Olha-me de novo. Com menos altivez. E mais atento. *

São dois ou três homens conversando em 2021. O convidado tem 34 anos e nasceu em Salto, interior de São Paulo, uma cidade de 142 mil habitantes, onde ainda vive. À primeira vista, parece inofensivo. Um dândi afetado com ternos coloridos e relógio enorme. Jeito de bicheiro de novela, camisa aberta, vocabulário cheio de gírias, palavrões e imprecisões. Sem citar nenhum autor, qualificação ou vivência que não seja a sua própria de rapaz saltense, se sente confortável para qualificar e julgar mulheres sobre suas condutas. Escreve livros sobre relacionamento e vende mentorias para ensinar homens a serem homens de verdade, o que significa, basicamente, ganhar dinheiro, cuidar do “shape”, lustrar 5 vezes por dia seus egos e desprezar mulheres. 

Ele representa o Red pill, um movimento de afirmação do patriarcado caquético reiterado como se novidade fosse, e se apresenta como autoridade em comportamento humano quando parece apenas um cara traumatizado e inseguro (e malandro) cujo medo das mulheres escorrega patologicamente para o ódio. 

Esse machista atualizado é meritocrata, empreendedor, vaidoso, flagrantemente inculto e obcecado por consumo e ostentação. Não curte fotos de mulheres nas redes sociais, quer ser curtido por elas, “parem de inflar o ego dessas filhas da puta”, escutei.
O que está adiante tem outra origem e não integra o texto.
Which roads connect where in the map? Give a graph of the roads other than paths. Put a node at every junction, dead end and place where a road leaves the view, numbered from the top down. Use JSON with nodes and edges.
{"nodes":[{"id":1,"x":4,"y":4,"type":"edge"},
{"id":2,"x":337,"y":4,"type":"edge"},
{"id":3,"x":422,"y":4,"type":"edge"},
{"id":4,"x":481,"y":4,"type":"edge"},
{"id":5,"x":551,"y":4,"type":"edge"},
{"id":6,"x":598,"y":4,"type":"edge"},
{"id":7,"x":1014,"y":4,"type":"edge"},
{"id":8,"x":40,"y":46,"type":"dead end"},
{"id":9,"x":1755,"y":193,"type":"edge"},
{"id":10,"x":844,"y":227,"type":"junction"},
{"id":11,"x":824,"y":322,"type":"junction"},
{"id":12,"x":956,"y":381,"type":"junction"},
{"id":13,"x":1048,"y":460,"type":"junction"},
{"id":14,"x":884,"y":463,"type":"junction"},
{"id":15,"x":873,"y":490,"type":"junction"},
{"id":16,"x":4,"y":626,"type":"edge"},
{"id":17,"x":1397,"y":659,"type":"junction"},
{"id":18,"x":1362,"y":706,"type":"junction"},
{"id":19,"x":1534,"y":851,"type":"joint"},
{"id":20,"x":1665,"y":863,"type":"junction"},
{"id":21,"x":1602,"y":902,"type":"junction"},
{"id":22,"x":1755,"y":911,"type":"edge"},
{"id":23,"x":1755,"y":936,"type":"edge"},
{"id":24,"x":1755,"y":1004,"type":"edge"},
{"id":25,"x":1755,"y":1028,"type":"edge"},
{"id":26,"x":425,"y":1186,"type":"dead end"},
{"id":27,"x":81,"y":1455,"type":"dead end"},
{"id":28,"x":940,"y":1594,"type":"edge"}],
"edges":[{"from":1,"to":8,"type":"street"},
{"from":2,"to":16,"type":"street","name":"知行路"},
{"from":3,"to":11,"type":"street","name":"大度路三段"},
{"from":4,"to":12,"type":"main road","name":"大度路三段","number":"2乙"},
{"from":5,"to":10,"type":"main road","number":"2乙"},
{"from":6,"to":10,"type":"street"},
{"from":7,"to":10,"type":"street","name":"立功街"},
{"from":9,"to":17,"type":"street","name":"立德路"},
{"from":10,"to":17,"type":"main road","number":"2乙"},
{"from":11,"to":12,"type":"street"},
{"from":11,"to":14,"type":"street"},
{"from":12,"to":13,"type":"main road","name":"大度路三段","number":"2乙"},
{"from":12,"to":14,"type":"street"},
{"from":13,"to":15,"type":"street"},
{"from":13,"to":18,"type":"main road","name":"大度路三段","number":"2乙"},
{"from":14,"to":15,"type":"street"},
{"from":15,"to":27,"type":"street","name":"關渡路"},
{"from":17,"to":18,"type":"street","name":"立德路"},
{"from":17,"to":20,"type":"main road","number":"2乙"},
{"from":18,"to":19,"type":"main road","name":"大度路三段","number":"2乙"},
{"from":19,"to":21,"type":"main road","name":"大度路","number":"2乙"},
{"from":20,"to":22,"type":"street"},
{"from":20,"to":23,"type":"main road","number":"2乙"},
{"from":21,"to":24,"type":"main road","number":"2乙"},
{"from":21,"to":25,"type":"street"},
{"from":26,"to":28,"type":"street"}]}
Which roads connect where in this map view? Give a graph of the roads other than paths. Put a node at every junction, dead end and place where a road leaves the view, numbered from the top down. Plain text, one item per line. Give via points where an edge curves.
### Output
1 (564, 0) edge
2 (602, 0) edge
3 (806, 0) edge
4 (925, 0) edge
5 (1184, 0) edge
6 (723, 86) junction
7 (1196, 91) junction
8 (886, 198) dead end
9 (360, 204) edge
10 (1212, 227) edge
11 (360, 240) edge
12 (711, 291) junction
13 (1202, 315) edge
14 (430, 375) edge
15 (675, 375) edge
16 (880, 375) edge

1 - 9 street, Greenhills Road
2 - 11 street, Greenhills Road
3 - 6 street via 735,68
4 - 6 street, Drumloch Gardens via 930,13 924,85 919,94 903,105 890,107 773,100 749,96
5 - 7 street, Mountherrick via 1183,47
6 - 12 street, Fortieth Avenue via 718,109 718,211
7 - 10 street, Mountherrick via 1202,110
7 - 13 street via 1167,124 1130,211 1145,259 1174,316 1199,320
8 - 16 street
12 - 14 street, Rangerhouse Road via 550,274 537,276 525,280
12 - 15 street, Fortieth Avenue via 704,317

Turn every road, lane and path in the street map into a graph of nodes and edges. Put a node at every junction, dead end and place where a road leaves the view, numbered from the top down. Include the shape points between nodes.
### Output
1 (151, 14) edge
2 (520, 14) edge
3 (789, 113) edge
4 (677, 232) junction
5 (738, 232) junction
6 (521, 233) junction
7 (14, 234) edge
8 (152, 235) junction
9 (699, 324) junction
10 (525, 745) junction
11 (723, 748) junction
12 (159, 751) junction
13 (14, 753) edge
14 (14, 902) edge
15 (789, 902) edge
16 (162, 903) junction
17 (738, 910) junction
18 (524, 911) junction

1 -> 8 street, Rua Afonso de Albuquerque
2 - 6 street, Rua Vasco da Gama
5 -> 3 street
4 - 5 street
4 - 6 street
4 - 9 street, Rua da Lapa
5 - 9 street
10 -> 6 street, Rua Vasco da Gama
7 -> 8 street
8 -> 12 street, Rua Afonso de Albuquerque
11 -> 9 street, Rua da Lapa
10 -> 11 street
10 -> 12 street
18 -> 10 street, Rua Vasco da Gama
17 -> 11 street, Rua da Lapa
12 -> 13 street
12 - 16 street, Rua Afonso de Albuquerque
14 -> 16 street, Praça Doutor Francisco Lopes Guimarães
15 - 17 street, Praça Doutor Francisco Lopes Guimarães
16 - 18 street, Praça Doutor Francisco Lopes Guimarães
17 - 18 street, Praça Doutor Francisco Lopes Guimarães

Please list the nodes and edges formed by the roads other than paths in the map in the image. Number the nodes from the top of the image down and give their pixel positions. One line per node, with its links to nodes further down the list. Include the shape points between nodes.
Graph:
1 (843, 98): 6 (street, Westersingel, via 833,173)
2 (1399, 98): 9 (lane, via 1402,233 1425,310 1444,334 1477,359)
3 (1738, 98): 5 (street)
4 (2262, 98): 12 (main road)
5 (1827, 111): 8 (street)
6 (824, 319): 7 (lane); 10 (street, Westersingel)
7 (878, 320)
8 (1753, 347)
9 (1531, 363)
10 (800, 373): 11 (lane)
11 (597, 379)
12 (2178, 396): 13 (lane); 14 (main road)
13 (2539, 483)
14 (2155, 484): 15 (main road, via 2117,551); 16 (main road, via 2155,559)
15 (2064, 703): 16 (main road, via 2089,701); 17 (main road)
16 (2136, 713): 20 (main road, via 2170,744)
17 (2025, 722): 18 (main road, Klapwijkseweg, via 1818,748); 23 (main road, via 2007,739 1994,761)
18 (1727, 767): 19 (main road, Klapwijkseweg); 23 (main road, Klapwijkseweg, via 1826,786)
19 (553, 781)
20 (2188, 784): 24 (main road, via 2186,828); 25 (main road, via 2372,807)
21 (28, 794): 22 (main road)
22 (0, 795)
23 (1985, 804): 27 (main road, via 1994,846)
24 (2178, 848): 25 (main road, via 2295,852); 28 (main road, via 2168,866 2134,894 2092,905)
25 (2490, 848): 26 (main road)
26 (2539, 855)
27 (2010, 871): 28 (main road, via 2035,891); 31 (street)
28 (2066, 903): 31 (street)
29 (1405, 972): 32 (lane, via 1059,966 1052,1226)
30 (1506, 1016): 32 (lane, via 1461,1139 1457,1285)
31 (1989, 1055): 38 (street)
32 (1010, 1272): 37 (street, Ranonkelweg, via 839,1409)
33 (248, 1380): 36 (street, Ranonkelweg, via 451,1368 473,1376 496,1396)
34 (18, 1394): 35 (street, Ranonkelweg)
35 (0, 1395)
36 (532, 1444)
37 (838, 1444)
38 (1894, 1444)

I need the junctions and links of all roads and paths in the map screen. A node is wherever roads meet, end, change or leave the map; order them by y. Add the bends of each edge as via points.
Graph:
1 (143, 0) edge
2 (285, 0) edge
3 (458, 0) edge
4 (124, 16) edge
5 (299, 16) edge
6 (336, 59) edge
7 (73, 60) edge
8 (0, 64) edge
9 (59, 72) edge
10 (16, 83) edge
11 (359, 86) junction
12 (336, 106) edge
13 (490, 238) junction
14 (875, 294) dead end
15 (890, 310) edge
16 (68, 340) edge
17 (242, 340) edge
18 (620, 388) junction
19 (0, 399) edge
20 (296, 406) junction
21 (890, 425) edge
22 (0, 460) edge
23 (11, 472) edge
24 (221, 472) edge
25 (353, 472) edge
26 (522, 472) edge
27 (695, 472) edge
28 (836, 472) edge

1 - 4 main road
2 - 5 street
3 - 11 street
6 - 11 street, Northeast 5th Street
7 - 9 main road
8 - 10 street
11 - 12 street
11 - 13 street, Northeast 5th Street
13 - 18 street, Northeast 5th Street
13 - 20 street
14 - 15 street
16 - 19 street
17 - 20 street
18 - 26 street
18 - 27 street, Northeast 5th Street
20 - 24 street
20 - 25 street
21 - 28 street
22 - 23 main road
Eu me espanto com a assertividade com que reproduz ideias há muito fora do debate de tão anacrônicas, preconceituosas e violentas. Ainda que continuem povoando imaginários.

A mulher “de valor” estuda menos do que ele, ganha menos do que ele e é mais baixa do que ele. Usa o sexo como barganha e sua sexualidade só existe endereçada a ele. Deve ser maternal, doméstica, se vestir com recato e não ter perfil nas redes sociais. Deve provar fidelidade e ser obediente. Não pode sair com as amigas e, depois dos 30, aparentemente, deve deixar de existir. 

Demorei a perceber que não estou incluída quando ele se refere a mulheres. Que, para ele, são criaturas nascidas com vagina depois de 1993 e sem filhos. Acima dessa idade, as criaturas com vagina só aparecem no discurso confinadas à família, ridicularizadas ou desprezadas. Quanto menos interesse sexual despertam, menos valem. Quanto mais bem sucedidas, mais odiadas. Ele aconselha que corramos para encontrar um macho nos 12 anos de vida adulta que nos são concedidos, quando podemos escolher os melhores “alfas”, ou teremos de nos estapear pelos “betas” que ainda nos quiserem depois dessa idade. Como se nossas vidas fossem uma órbita ao redor de seus falos.

Assisti a algumas participações desse homem em podcasts e entrevistas. O algoritmo me apresentou vários outros que propagam as mesmas ideias. É espantosa a quantidade desse conteúdo. Na visão da Redpill e de movimentos similares como o Incel e MGTOW, as mulheres têm a vantagem de serem as guardiãs do sexo, um direito masculino. Qualquer atitude feminina que não seja de subserviência lhes ameaça a masculinidade. Mulheres são interesseiras, manipuladoras e perigosas. Misoginia em todos os estados da matéria.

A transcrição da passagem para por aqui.